● Exercise requirements:
Show all lines of the entries in which the word "Massimo" is found.

● Data extracted from a collection:
Content starts

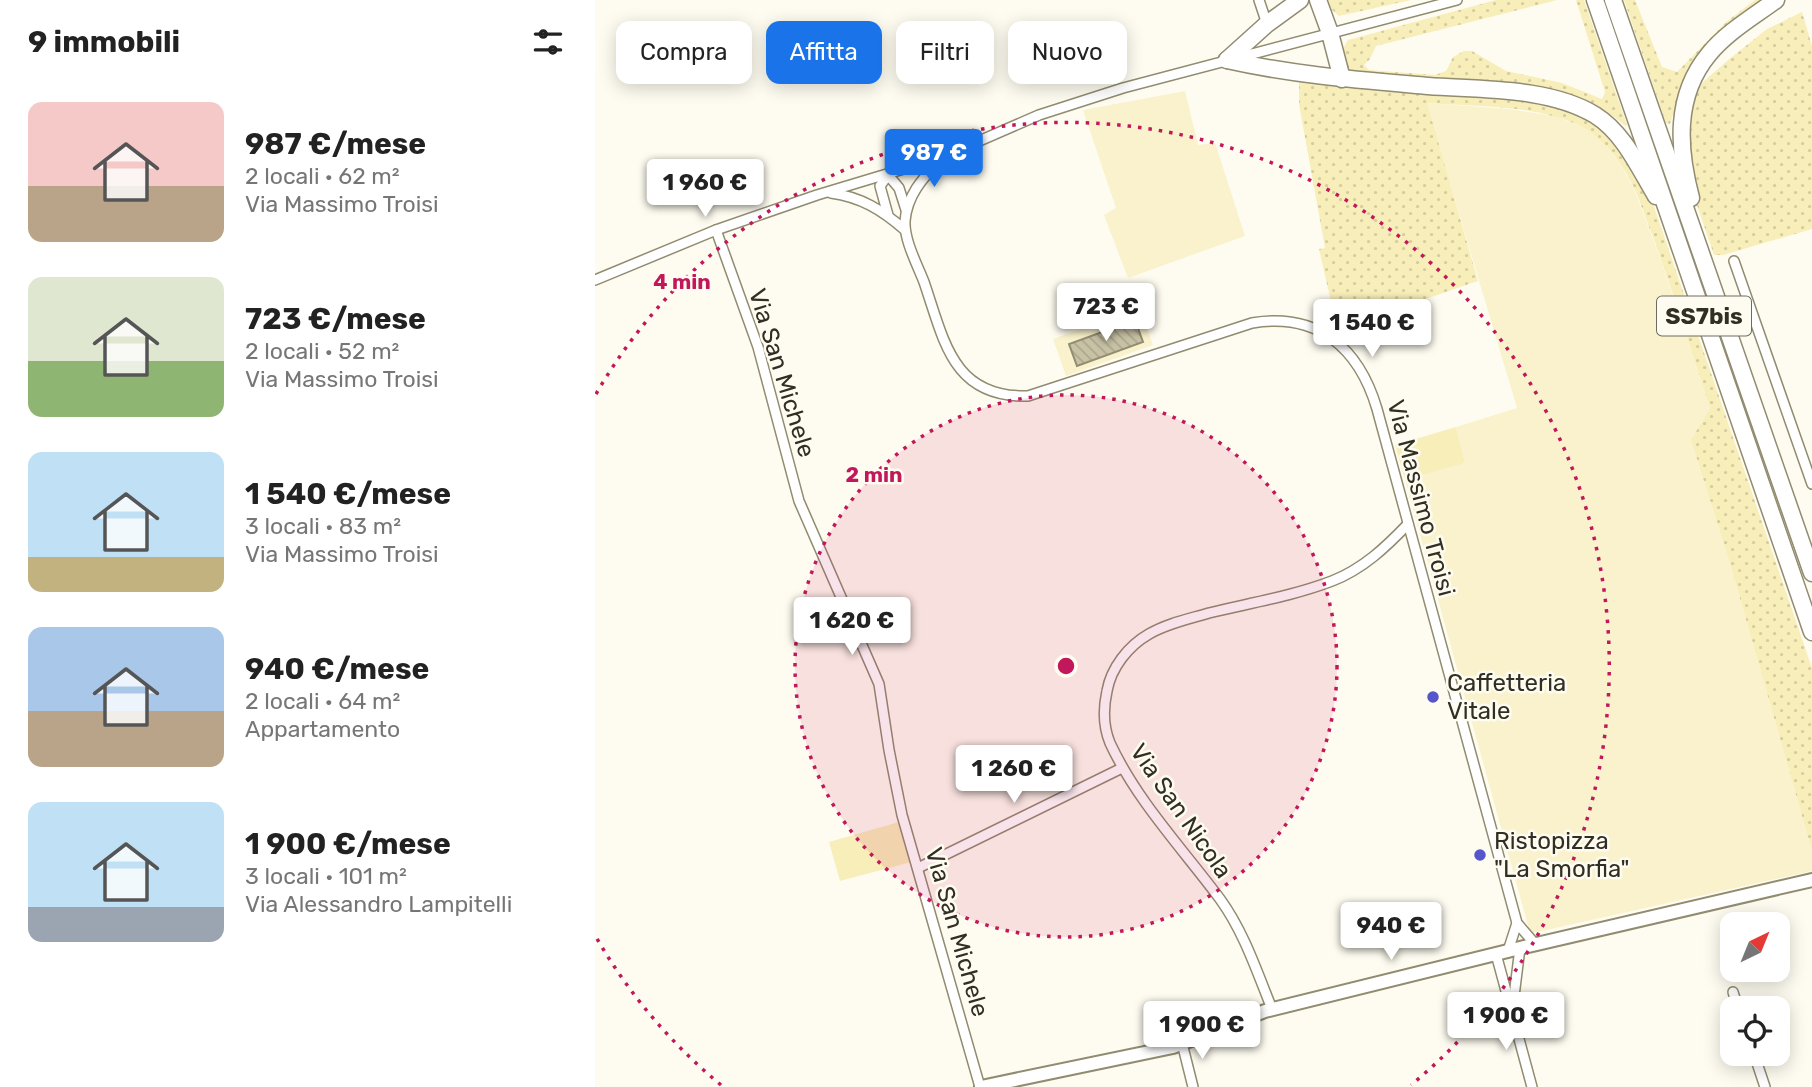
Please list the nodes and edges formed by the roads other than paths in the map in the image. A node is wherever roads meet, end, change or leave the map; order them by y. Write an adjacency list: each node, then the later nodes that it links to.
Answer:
1 (1300, 0): 8 (highway)
2 (1318, 0): 9 (highway)
3 (1457, 0): 9 (street)
4 (1595, 0): 17 (highway, SS7bis)
5 (1613, 0): 20 (highway, SS7bis)
6 (1776, 0): 20 (highway)
7 (1263, 2): 8 (street)
8 (1267, 24): 10 (highway)
9 (1330, 33): 10 (street); 11 (highway)
10 (1227, 60): 11 (highway); 12 (street)
11 (1342, 79): 17 (highway)
12 (942, 157): 13 (street); 15 (street, Via Massimo Troisi)
13 (888, 175): 14 (street); 15 (street); 16 (street)
14 (826, 192): 16 (street, Via Massimo Troisi); 18 (street)
15 (907, 212): 19 (street, Via Massimo Troisi)
16 (888, 215): 19 (street, Via Massimo Troisi)
17 (1672, 224): 26 (highway, SS7bis)
18 (716, 230): 22 (street); 28 (street, Via San Michele)
19 (905, 230): 24 (street, Via Massimo Troisi)
20 (1699, 245): 25 (highway, SS7bis)
21 (1734, 261): 23 (street)
22 (595, 280)
23 (1812, 484)
24 (1408, 524): 27 (street, Via San Nicola); 30 (street, Via Massimo Troisi)
25 (1812, 573)
26 (1812, 632)
27 (1122, 768): 28 (street); 35 (street, Via San Nicola)
28 (918, 868): 39 (street, Via San Michele)
29 (1812, 880): 31 (main road)
30 (1517, 923): 31 (street, Via Massimo Troisi); 32 (street)
31 (1535, 944): 32 (main road)
32 (1508, 951): 35 (main road); 36 (street); 36 (street)
33 (1733, 992): 34 (street)
34 (1734, 996)
35 (1272, 1009): 37 (main road)
36 (1512, 1009): 41 (street)
37 (1182, 1043): 39 (main road); 40 (street)
38 (1758, 1066): 42 (street)
39 (981, 1087)
40 (1193, 1087)
41 (1532, 1087)
42 (1766, 1087)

Content ends

● Result for this exercise:
12 (942, 157): 13 (street); 15 (street, Via Massimo Troisi)
14 (826, 192): 16 (street, Via Massimo Troisi); 18 (street)
15 (907, 212): 19 (street, Via Massimo Troisi)
16 (888, 215): 19 (street, Via Massimo Troisi)
19 (905, 230): 24 (street, Via Massimo Troisi)
24 (1408, 524): 27 (street, Via San Nicola); 30 (street, Via Massimo Troisi)
30 (1517, 923): 31 (street, Via Massimo Troisi); 32 (street)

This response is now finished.